TASK TO COMPLETE: All of the data should be repeated exactly; pictures are not part of the copy.

.....

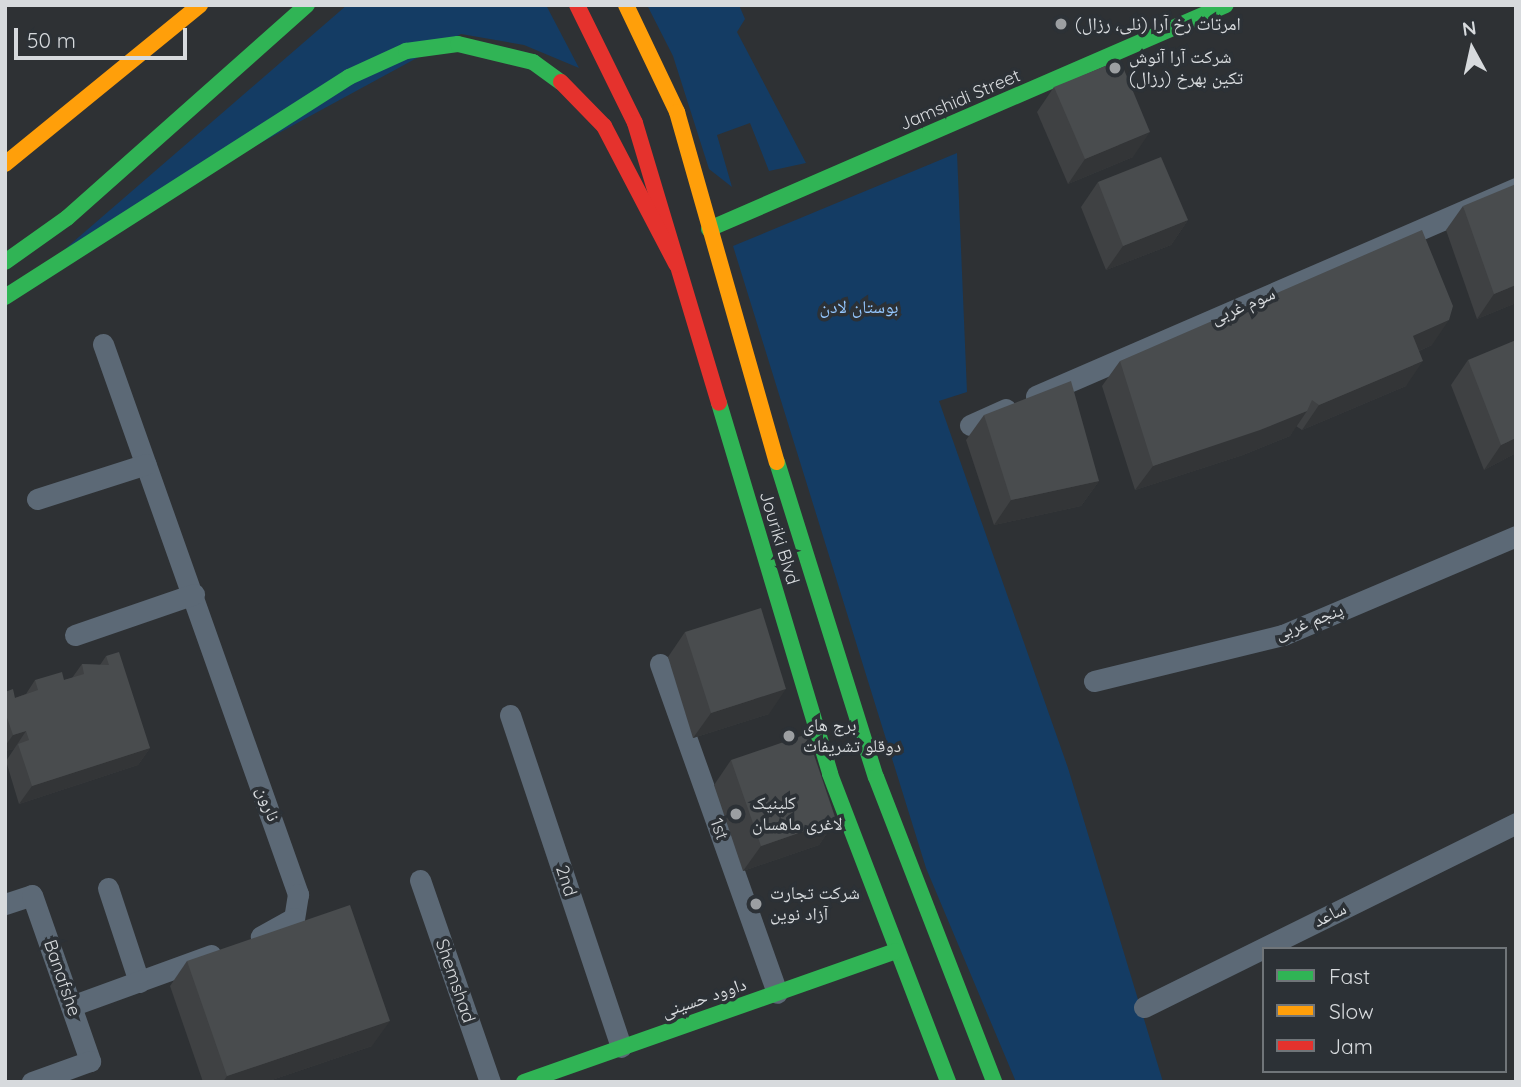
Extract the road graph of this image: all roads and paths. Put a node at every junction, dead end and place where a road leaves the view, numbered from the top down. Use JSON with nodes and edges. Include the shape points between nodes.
{"nodes":[{"id":1,"x":200,"y":5,"type":"edge"},
{"id":2,"x":307,"y":5,"type":"edge"},
{"id":3,"x":577,"y":5,"type":"edge"},
{"id":4,"x":626,"y":5,"type":"edge"},
{"id":5,"x":1226,"y":5,"type":"edge"},
{"id":6,"x":156,"y":15,"type":"dead end"},
{"id":7,"x":99,"y":86,"type":"junction"},
{"id":8,"x":5,"y":164,"type":"edge"},
{"id":9,"x":1516,"y":188,"type":"edge"},
{"id":10,"x":709,"y":229,"type":"junction"},
{"id":11,"x":5,"y":262,"type":"edge"},
{"id":12,"x":676,"y":264,"type":"junction"},
{"id":13,"x":5,"y":297,"type":"edge"},
{"id":14,"x":103,"y":344,"type":"dead end"},
{"id":15,"x":970,"y":425,"type":"dead end"},
{"id":16,"x":146,"y":464,"type":"junction"},
{"id":17,"x":37,"y":499,"type":"dead end"},
{"id":18,"x":1516,"y":536,"type":"edge"},
{"id":19,"x":194,"y":594,"type":"junction"},
{"id":20,"x":75,"y":635,"type":"dead end"},
{"id":21,"x":660,"y":664,"type":"dead end"},
{"id":22,"x":1094,"y":681,"type":"dead end"},
{"id":23,"x":510,"y":715,"type":"dead end"},
{"id":24,"x":830,"y":774,"type":"junction"},
{"id":25,"x":876,"y":777,"type":"junction"},
{"id":26,"x":1516,"y":822,"type":"edge"},
{"id":27,"x":420,"y":880,"type":"dead end"},
{"id":28,"x":108,"y":888,"type":"dead end"},
{"id":29,"x":5,"y":904,"type":"edge"},
{"id":30,"x":1265,"y":947,"type":"edge"},
{"id":31,"x":1262,"y":948,"type":"edge"},
{"id":32,"x":896,"y":951,"type":"junction"},
{"id":33,"x":139,"y":982,"type":"junction"},
{"id":34,"x":777,"y":993,"type":"junction"},
{"id":35,"x":71,"y":1006,"type":"junction"},
{"id":36,"x":1144,"y":1007,"type":"dead end"},
{"id":37,"x":621,"y":1047,"type":"junction"},
{"id":38,"x":32,"y":1082,"type":"edge"},
{"id":39,"x":490,"y":1082,"type":"edge"},
{"id":40,"x":524,"y":1082,"type":"edge"},
{"id":41,"x":948,"y":1082,"type":"edge"},
{"id":42,"x":993,"y":1082,"type":"edge"}],
"edges":[{"from":1,"to":7,"type":"main road"},
{"from":2,"to":11,"type":"main road","via":[[67,218]]},
{"from":3,"to":12,"type":"main road","name":"Jouriki Blvd","via":[[635,123]]},
{"from":4,"to":10,"type":"main road","name":"Jouriki Blvd","via":[[677,112]]},
{"from":5,"to":10,"type":"main road","name":"Jamshidi Street"},
{"from":6,"to":7,"type":"main road"},
{"from":7,"to":8,"type":"main road"},
{"from":9,"to":15,"type":"street","name":"سوم غربی"},
{"from":10,"to":25,"type":"main road","name":"Jouriki Blvd","via":[[815,594]]},
{"from":12,"to":13,"type":"main road","via":[[604,126],[580,95],[533,62],[458,44],[406,51],[349,77],[65,264]]},
{"from":12,"to":24,"type":"main road","name":"Jouriki Blvd"},
{"from":14,"to":16,"type":"street","name":"نارون"},
{"from":16,"to":17,"type":"street"},
{"from":16,"to":19,"type":"street","name":"نارون"},
{"from":18,"to":22,"type":"street","name":"پنجم غربی","via":[[1283,635]]},
{"from":19,"to":20,"type":"street"},
{"from":19,"to":33,"type":"street","name":"نارون","via":[[298,906],[285,927]]},
{"from":21,"to":34,"type":"street","name":"1st"},
{"from":23,"to":37,"type":"street","name":"2nd"},
{"from":24,"to":25,"type":"main road"},
{"from":24,"to":32,"type":"main road","name":"Jouriki Blvd"},
{"from":25,"to":42,"type":"main road","name":"Jouriki Blvd"},
{"from":26,"to":30,"type":"street","name":"ساعد"},
{"from":27,"to":39,"type":"street","name":"Shemshad"},
{"from":28,"to":33,"type":"street"},
{"from":29,"to":35,"type":"street","name":"Banafshe","via":[[32,895]]},
{"from":31,"to":36,"type":"street","name":"ساعد"},
{"from":32,"to":34,"type":"main road","name":"داوود حسینی"},
{"from":32,"to":41,"type":"main road","name":"Jouriki Blvd"},
{"from":33,"to":35,"type":"street","name":"نارون"},
{"from":34,"to":37,"type":"main road","name":"داوود حسینی"},
{"from":35,"to":38,"type":"street","name":"Banafshe","via":[[90,1061]]},
{"from":37,"to":40,"type":"main road","name":"داوود حسینی"}]}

.....

RESULT:
Extract the road graph of this image: all roads and paths. Put a node at every junction, dead end and place where a road leaves the view, numbered from the top down. Use JSON with nodes and edges. Include the shape points between nodes.
{"nodes":[{"id":1,"x":200,"y":5,"type":"edge"},
{"id":2,"x":307,"y":5,"type":"edge"},
{"id":3,"x":577,"y":5,"type":"edge"},
{"id":4,"x":626,"y":5,"type":"edge"},
{"id":5,"x":1226,"y":5,"type":"edge"},
{"id":6,"x":156,"y":15,"type":"dead end"},
{"id":7,"x":99,"y":86,"type":"junction"},
{"id":8,"x":5,"y":164,"type":"edge"},
{"id":9,"x":1516,"y":188,"type":"edge"},
{"id":10,"x":709,"y":229,"type":"junction"},
{"id":11,"x":5,"y":262,"type":"edge"},
{"id":12,"x":676,"y":264,"type":"junction"},
{"id":13,"x":5,"y":297,"type":"edge"},
{"id":14,"x":103,"y":344,"type":"dead end"},
{"id":15,"x":970,"y":425,"type":"dead end"},
{"id":16,"x":146,"y":464,"type":"junction"},
{"id":17,"x":37,"y":499,"type":"dead end"},
{"id":18,"x":1516,"y":536,"type":"edge"},
{"id":19,"x":194,"y":594,"type":"junction"},
{"id":20,"x":75,"y":635,"type":"dead end"},
{"id":21,"x":660,"y":664,"type":"dead end"},
{"id":22,"x":1094,"y":681,"type":"dead end"},
{"id":23,"x":510,"y":715,"type":"dead end"},
{"id":24,"x":830,"y":774,"type":"junction"},
{"id":25,"x":876,"y":777,"type":"junction"},
{"id":26,"x":1516,"y":822,"type":"edge"},
{"id":27,"x":420,"y":880,"type":"dead end"},
{"id":28,"x":108,"y":888,"type":"dead end"},
{"id":29,"x":5,"y":904,"type":"edge"},
{"id":30,"x":1265,"y":947,"type":"edge"},
{"id":31,"x":1262,"y":948,"type":"edge"},
{"id":32,"x":896,"y":951,"type":"junction"},
{"id":33,"x":139,"y":982,"type":"junction"},
{"id":34,"x":777,"y":993,"type":"junction"},
{"id":35,"x":71,"y":1006,"type":"junction"},
{"id":36,"x":1144,"y":1007,"type":"dead end"},
{"id":37,"x":621,"y":1047,"type":"junction"},
{"id":38,"x":32,"y":1082,"type":"edge"},
{"id":39,"x":490,"y":1082,"type":"edge"},
{"id":40,"x":524,"y":1082,"type":"edge"},
{"id":41,"x":948,"y":1082,"type":"edge"},
{"id":42,"x":993,"y":1082,"type":"edge"}],
"edges":[{"from":1,"to":7,"type":"main road"},
{"from":2,"to":11,"type":"main road","via":[[67,218]]},
{"from":3,"to":12,"type":"main road","name":"Jouriki Blvd","via":[[635,123]]},
{"from":4,"to":10,"type":"main road","name":"Jouriki Blvd","via":[[677,112]]},
{"from":5,"to":10,"type":"main road","name":"Jamshidi Street"},
{"from":6,"to":7,"type":"main road"},
{"from":7,"to":8,"type":"main road"},
{"from":9,"to":15,"type":"street","name":"سوم غربی"},
{"from":10,"to":25,"type":"main road","name":"Jouriki Blvd","via":[[815,594]]},
{"from":12,"to":13,"type":"main road","via":[[604,126],[580,95],[533,62],[458,44],[406,51],[349,77],[65,264]]},
{"from":12,"to":24,"type":"main road","name":"Jouriki Blvd"},
{"from":14,"to":16,"type":"street","name":"نارون"},
{"from":16,"to":17,"type":"street"},
{"from":16,"to":19,"type":"street","name":"نارون"},
{"from":18,"to":22,"type":"street","name":"پنجم غربی","via":[[1283,635]]},
{"from":19,"to":20,"type":"street"},
{"from":19,"to":33,"type":"street","name":"نارون","via":[[298,906],[285,927]]},
{"from":21,"to":34,"type":"street","name":"1st"},
{"from":23,"to":37,"type":"street","name":"2nd"},
{"from":24,"to":25,"type":"main road"},
{"from":24,"to":32,"type":"main road","name":"Jouriki Blvd"},
{"from":25,"to":42,"type":"main road","name":"Jouriki Blvd"},
{"from":26,"to":30,"type":"street","name":"ساعد"},
{"from":27,"to":39,"type":"street","name":"Shemshad"},
{"from":28,"to":33,"type":"street"},
{"from":29,"to":35,"type":"street","name":"Banafshe","via":[[32,895]]},
{"from":31,"to":36,"type":"street","name":"ساعد"},
{"from":32,"to":34,"type":"main road","name":"داوود حسینی"},
{"from":32,"to":41,"type":"main road","name":"Jouriki Blvd"},
{"from":33,"to":35,"type":"street","name":"نارون"},
{"from":34,"to":37,"type":"main road","name":"داوود حسینی"},
{"from":35,"to":38,"type":"street","name":"Banafshe","via":[[90,1061]]},
{"from":37,"to":40,"type":"main road","name":"داوود حسینی"}]}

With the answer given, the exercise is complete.